The Beatles were much more than just 'Parlophone Recording Artists'. They became an industry. Their records, concerts, movies, merchandising, and songwriting made them rich beyond their wildest dreams. Everything about the group was new: the way they looked, the way they sounded, the way they acted. There had been no group like The Beatles before. They wrote their own songs, owned a share in their publishing company, played in giant football stadiums -- earning hundreds of thousands of dollars for the privilege -- and sold more merchandising than even Elvis Presley. The scale of their success was unprecedented.

When The Beatles entered EMI's Abbey Road studios in 1962 they would have had no idea of just how much money they would go on to earn. That soon changed. Paul McCartney later admitted that a running joke within the group was: "OK! Today, let's write a swimming pool."

Just how much money The Beatles made is anybody's guess. In 1963, the UK's Daily Mail newspaper estimated that the group had earned $56 million; a year later, after they hit America, the gross income from Beatles-related products must at least have doubled that figure.

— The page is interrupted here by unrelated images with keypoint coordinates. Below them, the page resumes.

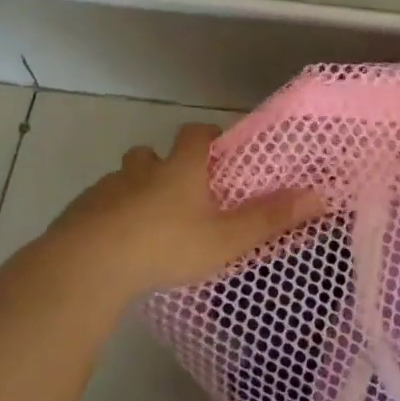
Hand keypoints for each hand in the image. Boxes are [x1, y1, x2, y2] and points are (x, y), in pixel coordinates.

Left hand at [38, 123, 324, 301]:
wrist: (89, 265)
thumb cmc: (167, 245)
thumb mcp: (227, 238)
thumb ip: (271, 218)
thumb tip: (320, 195)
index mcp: (180, 170)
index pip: (195, 135)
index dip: (207, 137)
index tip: (216, 151)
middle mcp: (142, 171)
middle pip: (151, 154)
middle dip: (165, 165)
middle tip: (180, 193)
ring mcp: (106, 191)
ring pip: (123, 180)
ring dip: (135, 192)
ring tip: (147, 224)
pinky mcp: (79, 214)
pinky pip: (99, 207)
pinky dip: (110, 217)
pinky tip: (116, 246)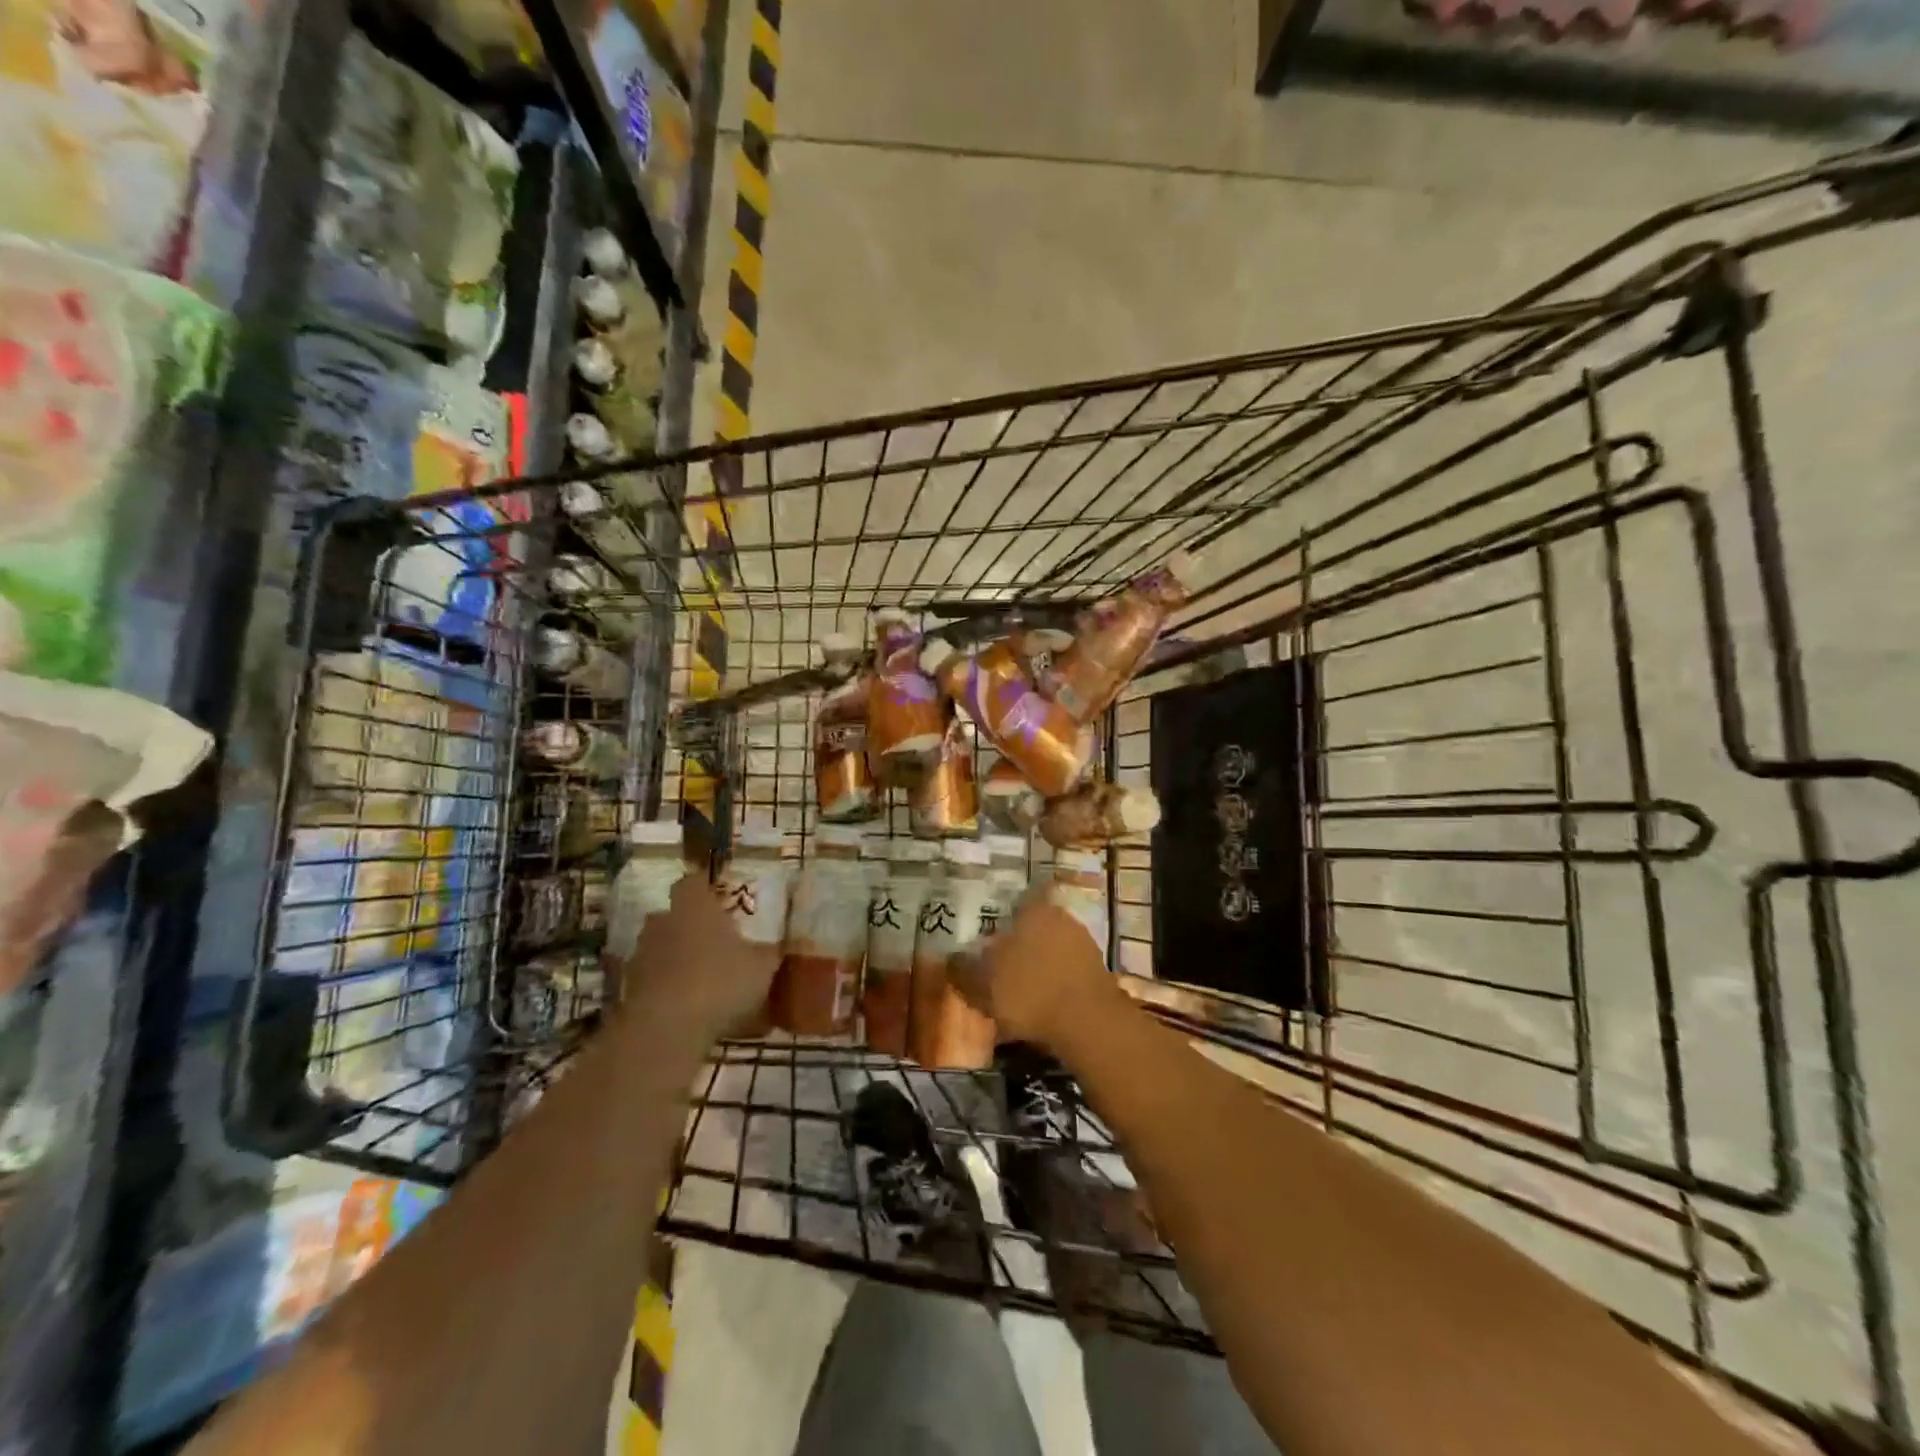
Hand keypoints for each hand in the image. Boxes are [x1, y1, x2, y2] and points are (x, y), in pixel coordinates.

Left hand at [616, 876, 779, 1047]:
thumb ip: (771, 952)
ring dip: (676, 957)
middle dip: (691, 925)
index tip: (720, 899)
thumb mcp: (762, 967)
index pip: (694, 882)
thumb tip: (783, 943)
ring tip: (702, 977)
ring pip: (660, 947)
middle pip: (673, 914)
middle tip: (715, 941)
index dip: (705, 888)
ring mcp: (641, 954)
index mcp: (695, 906)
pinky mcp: (628, 988)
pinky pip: (651, 979)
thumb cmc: (720, 982)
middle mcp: (663, 921)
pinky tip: (686, 1005)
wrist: (665, 1029)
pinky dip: (665, 987)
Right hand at [949, 892, 1121, 1051]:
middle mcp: (1061, 917)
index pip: (1015, 902)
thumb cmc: (1028, 993)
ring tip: (1021, 991)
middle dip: (1020, 944)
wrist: (1089, 1024)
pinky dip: (1056, 984)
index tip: (989, 935)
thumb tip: (949, 959)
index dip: (1001, 917)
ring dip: (1039, 965)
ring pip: (1053, 949)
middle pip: (1034, 925)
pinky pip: (1068, 972)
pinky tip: (1044, 1006)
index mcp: (1033, 910)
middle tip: (1000, 966)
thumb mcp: (981, 986)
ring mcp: (1084, 943)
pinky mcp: (1099, 971)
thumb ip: (962, 971)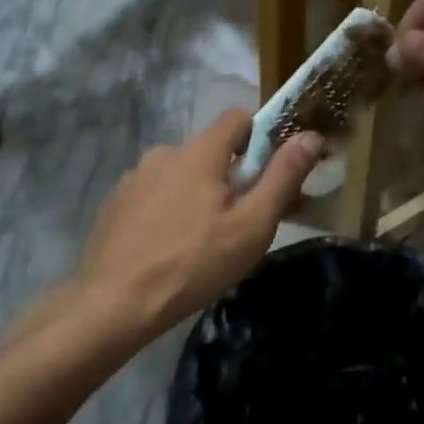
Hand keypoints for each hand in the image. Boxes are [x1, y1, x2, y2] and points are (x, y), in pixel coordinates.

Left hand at [75, 109, 323, 335]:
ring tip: (201, 242)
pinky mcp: (115, 204)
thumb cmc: (193, 263)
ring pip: (180, 175)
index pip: (237, 118)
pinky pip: (154, 195)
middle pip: (210, 151)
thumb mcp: (252, 225)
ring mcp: (134, 178)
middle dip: (229, 177)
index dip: (259, 139)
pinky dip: (167, 211)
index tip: (267, 175)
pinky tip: (168, 248)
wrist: (113, 304)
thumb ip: (283, 176)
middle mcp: (164, 153)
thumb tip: (311, 136)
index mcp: (199, 152)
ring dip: (196, 195)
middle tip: (239, 222)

How much of that $100 million The Beatles actually saw is also hard to quantify. They might have been making a lot of money, but holding on to it was not easy.

Record companies made fortunes from Beatles records, but paid the group pennies -- literally. Publishers siphoned off 50 per cent of their income from songwriting and 75 per cent for overseas rights. Their manager, Brian Epstein, took another 25 per cent off the top of what was left. Then there was the taxman. In Britain, the Inland Revenue could potentially take up to 98 per cent of a high earner's income. It's no wonder that George Harrison wrote a song bemoaning the situation. Add on touring expenses and accountants' and lawyers' fees and there appeared to be almost as much going out as there was coming in -- and yet The Beatles still managed to become millionaires.

Like Midas, The Beatles soon discovered that the thing they had most desired had its disadvantages.

They tried religion, but that didn't work. They tried being businessmen, but that didn't work either. The Beatles were artists, not businessmen, and when they tried to take charge of their empire it crumbled.

Big business made The Beatles and then proceeded to destroy them. The group's attempts to control their business affairs created a financial black-hole that sucked in cash at an alarming rate. Never mind the stories about how Yoko Ono broke up The Beatles. The real villains were the men in suits.

Once the squabbling started, big business took its chance, moved in, and took control of The Beatles' songs -- forever. The Beatles found it all too much and folded under pressure. The end had been a long time coming, and when it did come it was every bit as sad as the beginning had been triumphant.

And yet, four decades after their acrimonious break-up, The Beatles are as popular as they ever were. Hardly a year goes by without a new CD or DVD being issued or a new line of merchandising appearing. The Beatles are still big business. The lawyers and accountants are still in control and the whole crazy Apple Corps circus continues on its merry litigious way. Apple isn't the same company it was when The Beatles formed it in 1967, but it continues to make deals and keep the Beatles flame burning. The only difference is that now, instead of losing The Beatles money, it's making it -- and lots of it.